Well, what do you know?

 January 2 2022

John 1:29-51

         Happy New Year to everyone! Can you believe that this is the year 2022? Did you know that this is the year that George Jetson will be born? This means that it won’t be too long until we will all be driving around in flying cars. Though this may be a wonderful hope, what we really are hoping is not for flying cars or any other new technology but rather, I believe, what we hope for is that this year will be different, I mean, isn’t this what we always wish for at the beginning of every new year? This is when we take one long look back and we see all that has happened and we take stock of our life, the good, the bad and the ugly and we vow to make some changes. Maybe its that we have gained a few too many pounds and we decide that all those Christmas cookies that have added to our waistline, this has got to stop. Or maybe this is the year to get those finances under control, to create a budget and stick to it, this year. You see, it could be any number of things that we realize that aren’t right with our life and now, right here at the beginning of a brand new year this is the time to alter the course of our life. So, in that same spirit, might I suggest a change you might want to make, and that is that this year that you think about getting to know Jesus a little better than you did last year this time. I mean this is the time when, you know, you might want to consider just how well do you know Jesus? I’m not talking about what you know the Bible says about Jesus, which is important, but rather I’m asking how well do you know Jesus, himself? And in a similar way, I might also ask, just how well does Jesus know you?This is a good time, at the beginning of a new year to ask ourselves questions like these.

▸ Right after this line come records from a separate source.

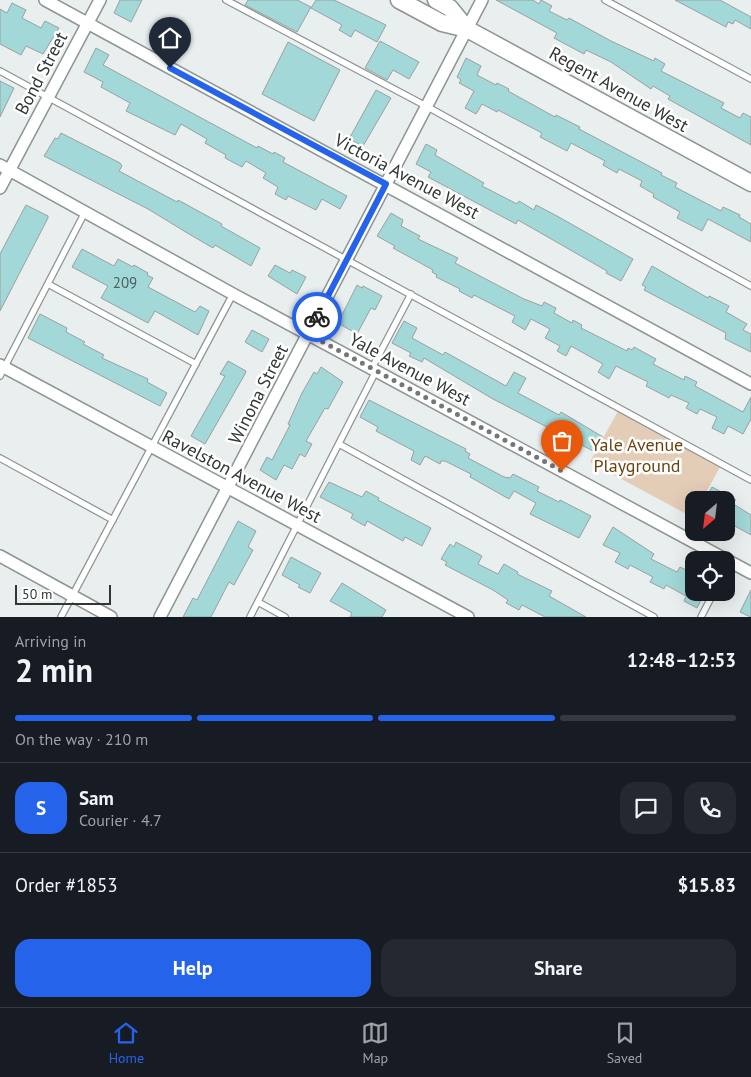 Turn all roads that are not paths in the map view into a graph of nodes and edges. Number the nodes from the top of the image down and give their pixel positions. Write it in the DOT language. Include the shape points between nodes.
graph roads {
  1 [pos="44,0"];
  2 [pos="100,0"];
  3 [pos="226,0"];
  4 [pos="400,0"];
  5 [pos="436,0"];
  6 [pos="482,0"];
  7 [pos="605,0"];
  8 [pos="87,23"];
  9 [pos="467,29"];
  10 [pos="0,71"];
  11 [pos="751,79"];
  12 [pos="48,97"];
  13 [pos="426,106"];
  14 [pos="5,167"];
  15 [pos="751,183"];
  16 [pos="386,184"];
  17 [pos="0,188"];
  18 [pos="86,212"];
  19 [pos="347,259"];
  20 [pos="48,284"];
  21 [pos="751,286"];
  22 [pos="233,294"];
  23 [pos="411,294"];
  24 [pos="308,334"];
  25 [pos="196,364"];
  26 [pos="2,370"];
  27 [pos="374,370"];
  28 [pos="751,384"];
  29 [pos="339,444"];
  30 [pos="152,447"];
  31 [pos="0,458"];
  32 [pos="751,480"];
  33 [pos="228,488"];
  34 [pos="113,520"];
  35 [pos="297,524"];
  36 [pos="701,551"];
  37 [pos="0,556"];
  38 [pos="735,568"];
  39 [pos="751,574"];
  40 [pos="73,596"];
  41 [pos="709,601"];
  42 [pos="258,602"];
  43 [pos="61,617"];
  44 [pos="111,617"];
  45 [pos="160,617"];
  46 [pos="250,617"];
  47 [pos="286,617"];
  48 [pos="468,617"];
  49 [pos="654,617"];
  50 [pos="701,617"];
  1 -- 8 [label="street, Victoria Avenue West"];
  2 -- 8 [label="street, Bond Street"];
  3 -- 13 [label="lane"];
  4 -- 9 [label="main road, Regent Avenue West" via="442,23"];
  5 -- 9 [label="main road, Regent Avenue West" via="450,8"];
  6 -- 9 [label="street, Winona Street"];
  7 -- 11 [label="lane"];
  8 -- 12 [label="street, Bond Street"];
  8 -- 16 [label="street, Victoria Avenue West"];
  9 -- 13 [label="street, Winona Street"];
  9 -- 15 [label="main road, Regent Avenue West"];
  10 -- 12 [label="lane"];
  12 -- 14 [label="street, Bond Street"];
  12 -- 19 [label="lane"];
  13 -- 16 [label="street, Winona Street"];
  13 -- 21 [label="lane"];
  14 -- 17 [label="street, Bond Street"];
  14 -- 18 [label="street, Yale Avenue West"];
  16 -- 19 [label="street, Winona Street"];
  16 -- 28 [label="street, Victoria Avenue West"];
  18 -- 20 [label="lane"];
  18 -- 22 [label="street, Yale Avenue West"];
  19 -- 23 [label="lane"];
  19 -- 24 [label="street, Winona Street"];
  20 -- 25 [label="lane"];
  20 -- 26 [label="lane"];
  22 -- 24 [label="street, Yale Avenue West"];
  22 -- 25 [label="lane"];
  23 -- 27 [label="lane"];
  23 -- 32 [label="lane"];
  24 -- 27 [label="street, Yale Avenue West"];
  24 -- 33 [label="street, Winona Street"];
  25 -- 30 [label="lane"];
  26 -- 30 [label="street, Ravelston Avenue West"];
  27 -- 29 [label="lane"];
  27 -- 36 [label="street, Yale Avenue West"];
  29 -- 35 [label="lane"];
  29 -- 49 [label="lane"];
  30 -- 33 [label="street, Ravelston Avenue West"];
  30 -- 34 [label="lane"];
  31 -- 34 [label="lane"];
  33 -- 35 [label="street, Ravelston Avenue West"];
  33 -- 45 [label="street, Winona Street"];
  34 -- 40 [label="lane"];
  35 -- 42 [label="lane"];
  35 -- 48 [label="street, Ravelston Avenue West"];
  37 -- 40 [label="street"];
  38 -- 39 [label="street, Yale Avenue West"];
  40 -- 43 [label="lane"];
  40 -- 44 [label="street"];
  41 -- 50 [label="lane"];
  42 -- 46 [label="lane"];
  42 -- 47 [label="lane"];
}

         The reason I bring up this question as to just how well do you know Jesus is that knowing Jesus is a central theme of the gospel of John which we are going to dive into in the next several weeks. John’s gospel, if you haven’t had an opportunity to read it, is written very differently from the rest of the gospel accounts. There is a lot of thought which suggests that John’s gospel is the last gospel account. So, it may be that the difference of John’s version of things is that he has had a lot of time to meditate on the wonder and splendor on this one we call Jesus and this gives his account a unique perspective. We see this perspective immediately as we read the introduction of his account of things in the first verses from the first chapter. There John speaks of the world which may not mean anything to us but in John’s world, God’s people, the people of Israel, thought of themselves as being separate from the rest of the nations, the ones referred to in the other gospel accounts as being the Gentiles. The other gospel accounts record this division often writing about God’s people as the people who lived in Judaea, also known as the Jews and everyone else as being simply the Gentiles. John, though, does not record this division but rather he lumps everyone together in one collective humanity known simply as the world. Now, what defines the world is that it is a world of people who do not know Jesus nor God, the Father who sent him into the world. So, right here John begins with his theme of knowing Jesus, knowing God. No one, including the one’s who thought of themselves as being God’s people, could be said to have known God. 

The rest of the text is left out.